この世界には3つのギルドが存在するが、その中でも私が選んだのは冒険者ギルドと商業ギルドだった。職人ギルドは登録するとこういうものを作ってほしいと依頼があったときに斡旋してもらえるらしいので、いずれ登録することもあるかもしれないが、とりあえず冒険者ギルドと商業ギルドを選んだのはもちろんお金のためだ。

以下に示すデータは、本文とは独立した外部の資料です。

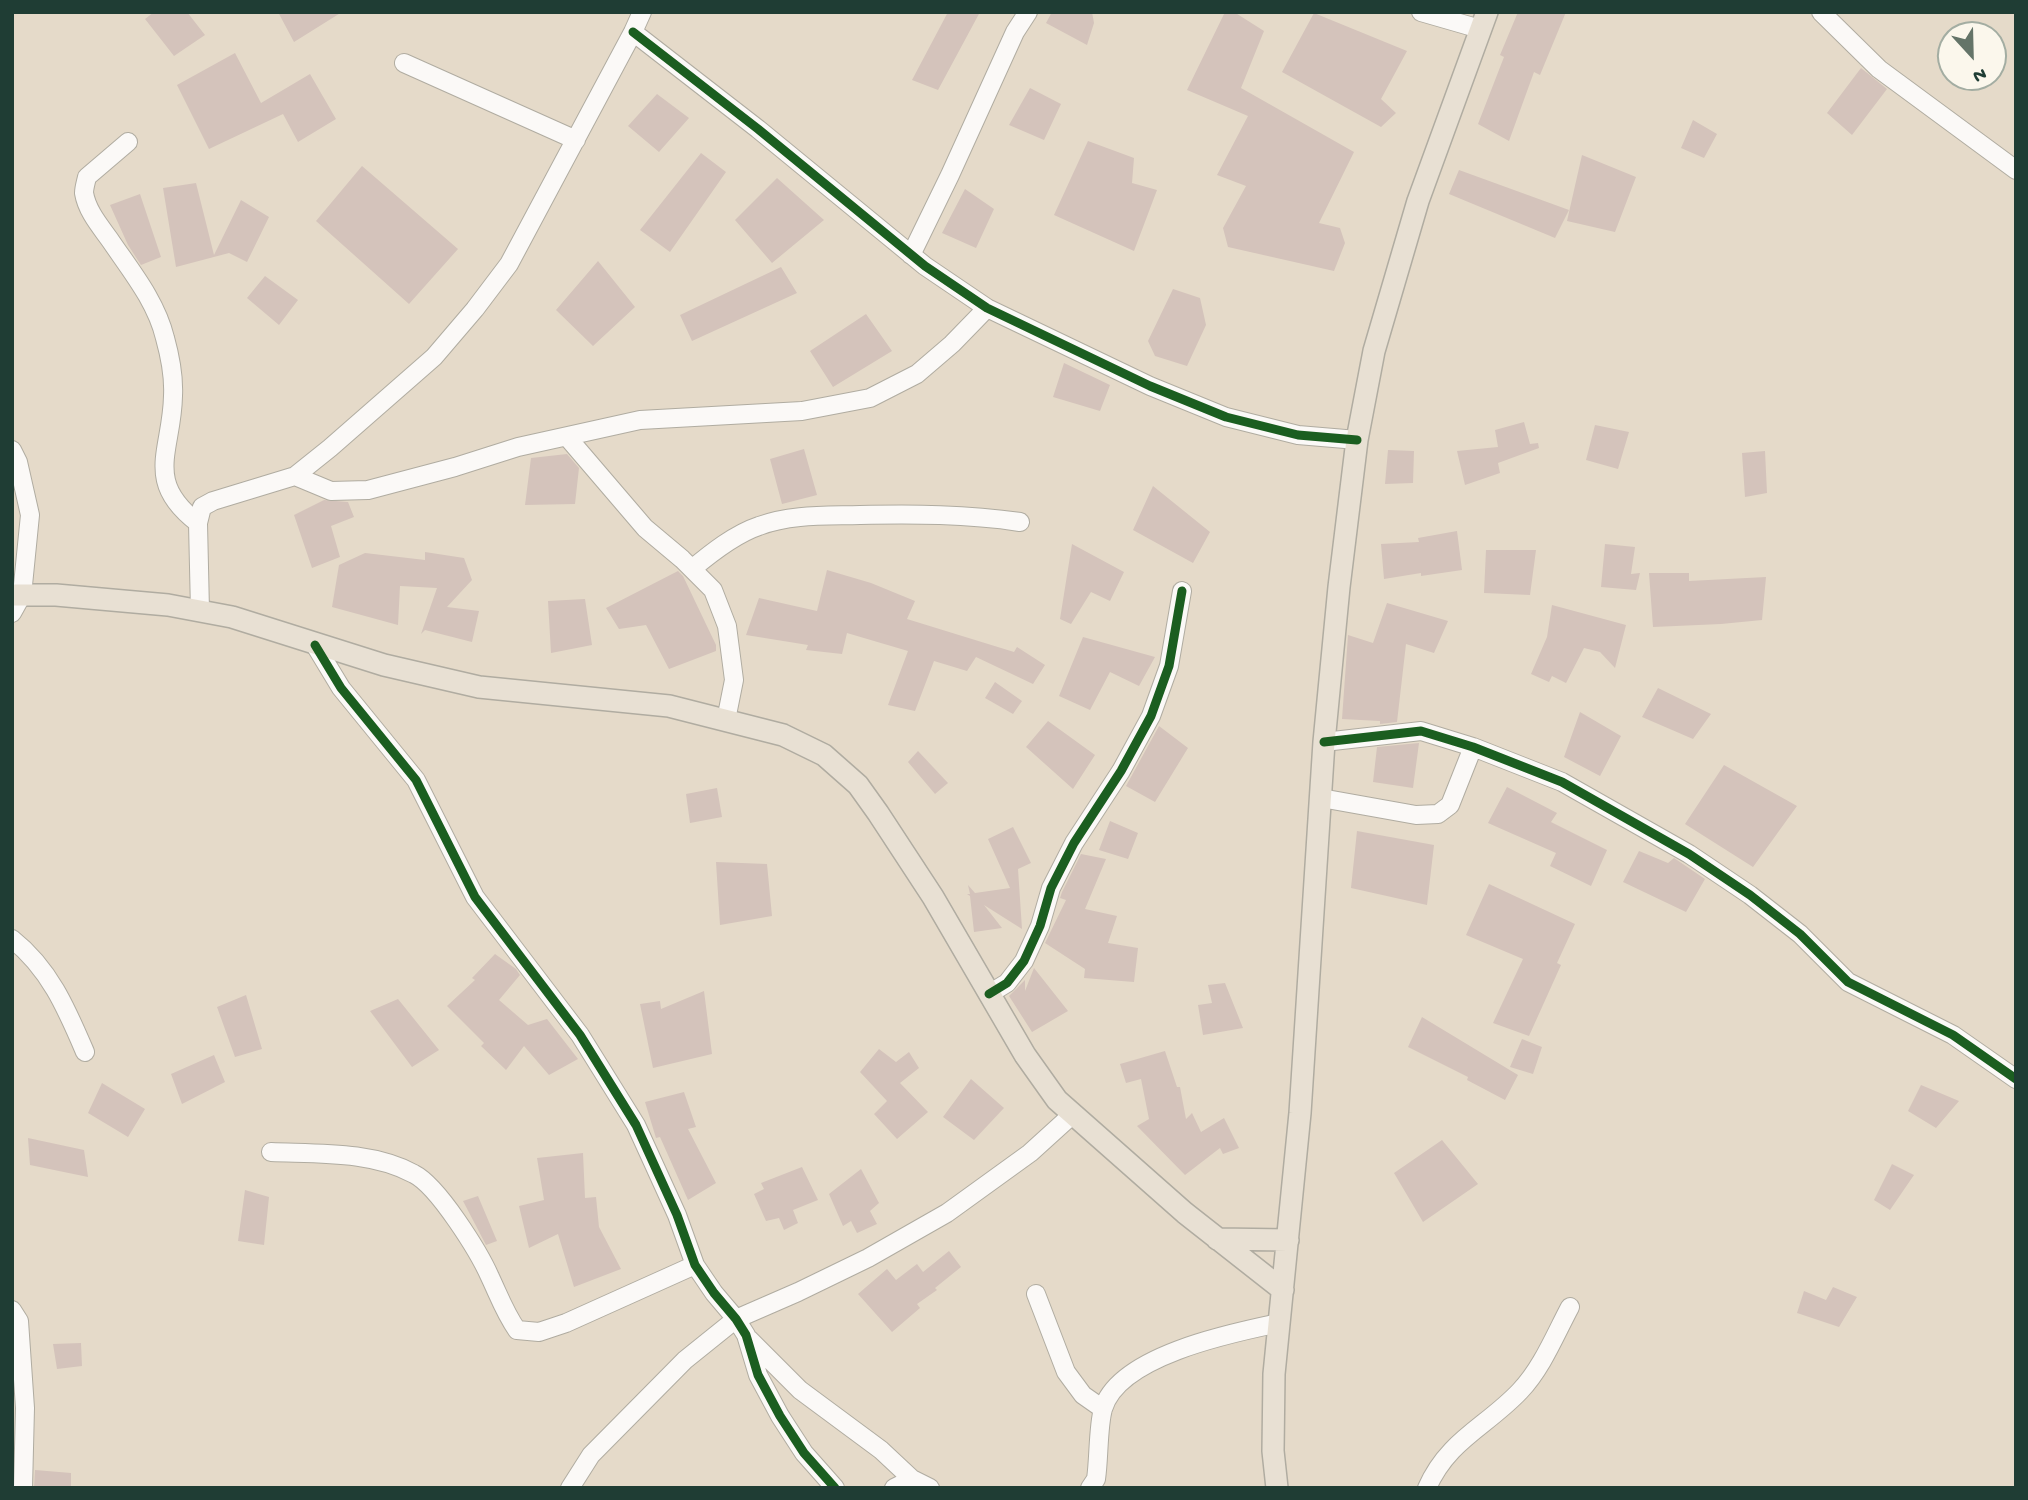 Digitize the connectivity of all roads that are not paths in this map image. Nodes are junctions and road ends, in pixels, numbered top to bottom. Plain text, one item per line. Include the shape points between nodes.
1 (1028, 12) edge
2 (1421, 12) edge
3 (1821, 12) edge
4 (636, 19) edge
5 (1484, 21) edge
6 (404, 63) dead end
7 (576, 140) junction
8 (128, 142) dead end
9 (2016, 170) edge
10 (911, 255) junction
11 (987, 308) junction
12 (568, 438) junction
13 (1357, 440) junction
14 (12, 450) edge
15 (295, 476) junction
16 (1020, 522) dead end
17 (198, 523) junction
18 (692, 569) junction
19 (1182, 591) dead end
20 (15, 601) edge
21 (200, 611) junction
22 (315, 645) junction
23 (726, 720) junction
24 (1324, 742) junction
25 (1473, 747) junction
26 (1321, 798) junction
27 (12, 939) edge
28 (989, 994) junction
29 (85, 1052) dead end
30 (2016, 1079) edge
31 (1073, 1114) junction
32 (271, 1152) dead end
33 (1217, 1239) junction
34 (1289, 1240) junction
35 (695, 1265) junction
36 (1283, 1290) junction
37 (1035, 1294) dead end
38 (1570, 1307) dead end
39 (12, 1310) edge
40 (736, 1319) junction
41 (1279, 1323) junction
42 (746, 1335) junction
43 (1103, 1409) junction
44 (912, 1479) junction
45 (23, 1488) edge
46 (570, 1488) edge
47 (835, 1488) edge
48 (894, 1488) edge
49 (930, 1488) edge
50 (1090, 1488) edge
51 (1277, 1488) edge
52 (1427, 1488) edge

1 - 10 street
2 - 5 street
3 - 9 street via 1879,69
4 - 7 street
4 - 10 street via 758,129
5 - 13 main road via 1418,201 1374,351
6 - 7 street
7 - 15 street via 509,264 475,309 414,376
8 - 17 street via 86,177 84,192 92,215 159,317 174,396 163,461 169,492
10 - 11 street
11 - 12 street via 917,374 870,398 802,411 640,421
11 - 13 street via 1127,376 1226,417 1298,435
12 - 15 street via 518,447 368,490 331,491
12 - 18 street via 645,528
13 - 24 main road
14 - 20 street via 30,515
15 - 17 street via 213,500 202,507
16 - 18 street via 945,514 779,519 713,551
17 - 21 street
18 - 23 street via 713,590 727,626 734,680
19 - 28 street via 1169,666 1151,716 1074,843 1051,888 1024,961 1007,984
20 - 21 main road via 56,595
21 - 22 main road
22 - 23 main road via 479,687 669,706
22 - 35 street via 341,688 416,780 475,897 580,1035 636,1125
23 - 28 main road via 783,735 824,755 858,785 933,897
24 - 25 street via 1421,731
24 - 26 main road
25 - 26 street via 1450,805 1438,814 1416,815
25 - 30 street via 1562,782 1689,854 1800,934 1848,982 1952,1035
26 - 34 main road
27 - 29 street via 46,973
28 - 31 main road via 1025,1055
31 - 33 main road
31 - 40 street via 1030,1153 947,1213 868,1258
32 - 35 street via 382,1161 417,1175 471,1244 517,1330 539,1332 566,1323
33 - 34 main road
33 - 36 main road
34 - 36 main road
35 - 40 street
36 - 41 main road
37 - 43 street via 1066,1372 1083,1395
38 - 52 street via 1522,1390 1460,1440 1441,1460
39 - 45 street via 19,1321 25,1408
40 - 42 street
40 - 46 street via 685,1360 591,1455
41 - 43 street via 1231,1333 1145,1364 1118,1383
41 - 51 main road via 1273,1451
42 - 44 street via 800,1390
42 - 47 street via 758,1375 780,1416
43 - 50 street via 1096,1479
44 - 48 street
44 - 49 street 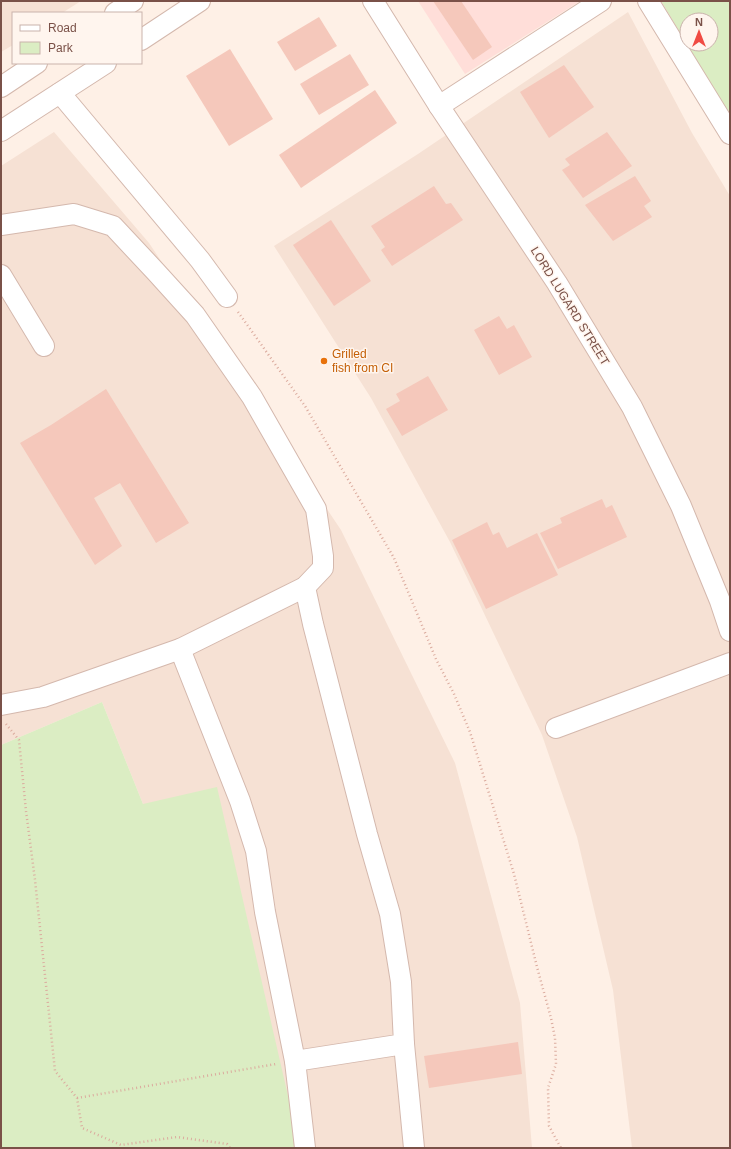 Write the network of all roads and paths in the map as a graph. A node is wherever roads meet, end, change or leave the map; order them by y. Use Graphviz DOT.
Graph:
graph roads {
  1 [pos="133,1"];
  2 [pos="200,1"];
  3 [pos="373,1"];
  4 [pos="601,1"];
  5 [pos="648,1"];
  6 [pos="116,12"];
  7 [pos="142,39"];
  8 [pos="36,64"];
  9 [pos="104,64"];
  10 [pos="1,87"];
  11 [pos="60,93"];
  12 [pos="439,106"];
  13 [pos="1,131"];
  14 [pos="730,134"];
  15 [pos="1,225"];
  16 [pos="1,275"];
  17 [pos="227,297"];
  18 [pos="44,346"];
  19 [pos="306,587"];
  20 [pos="730,631"];
  21 [pos="180,649"];
  22 [pos="730,663"];
  23 [pos="3,714"];
  24 [pos="556,728"];
  25 [pos="404,1044"];
  26 [pos="295,1061"];
  27 [pos="77,1098"];
  28 [pos="230,1148"];
  29 [pos="305,1148"];
  30 [pos="414,1148"];
  31 [pos="561,1148"];
  1 -- 6 [label="street"];
  2 -- 7 [label="street"];
  3 -- 12 [label="street, LORD LUGARD STREET"];
  4 -- 12 [label="street"];
  5 -- 14 [label="street"];
  8 -- 10 [label="street"];
  9 -- 11 [label="street"];
  11 -- 13 [label="street"];
  11 -- 17 [label="street"];
  12 -- 20 [label="street, LORD LUGARD STREET"];
  15 -- 19 [label="street"];
  16 -- 18 [label="street"];
  17 -- 31 [label="path"];
  19 -- 21 [label="street"];
  19 -- 25 [label="street"];
  21 -- 23 [label="street"];
  21 -- 26 [label="street"];
  22 -- 24 [label="street"];
  23 -- 27 [label="path"];
  25 -- 26 [label="street"];
  25 -- 30 [label="street"];
  26 -- 27 [label="path"];
  26 -- 29 [label="street"];
  27 -- 28 [label="path"];
}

冒険者ギルドで買い取ってもらえる多くのものは商人ギルドでも買取可能なことが多いらしいけど、依頼に応じて支払われることも多いため、どちらも登録しておけばより高いほうで売ることができるし、なによりレベル上げなどの作業が好きだった私としてはランクを上げるという作業はなんとなくわくわくせずにはいられない物で。せっかくチートをもらったんだし、目立たない程度にランク上げして儲けたって良いよねと内心にやにやしながらまず向かったのは冒険者ギルドだった。

ナビ機能のおかげで迷うことなくたどり着いたそこは、周りと同様カントリー調の建物で看板一つなく、知らない人が一見しても外からではギルドとはわかりにくい何とも不親切な建物だった。とはいえ、さっきから街の中を歩いていても看板なんて見かけないから、別に冒険者ギルドだけが特別そうではないのだろう。


「………こんにちはー」


直前に何と言って入るべきなのか迷ったせいで、先に体が動いて扉を開けてしまい、入口からまっすぐ先にいた窓口に座るお姉さんと目が合ってしまった。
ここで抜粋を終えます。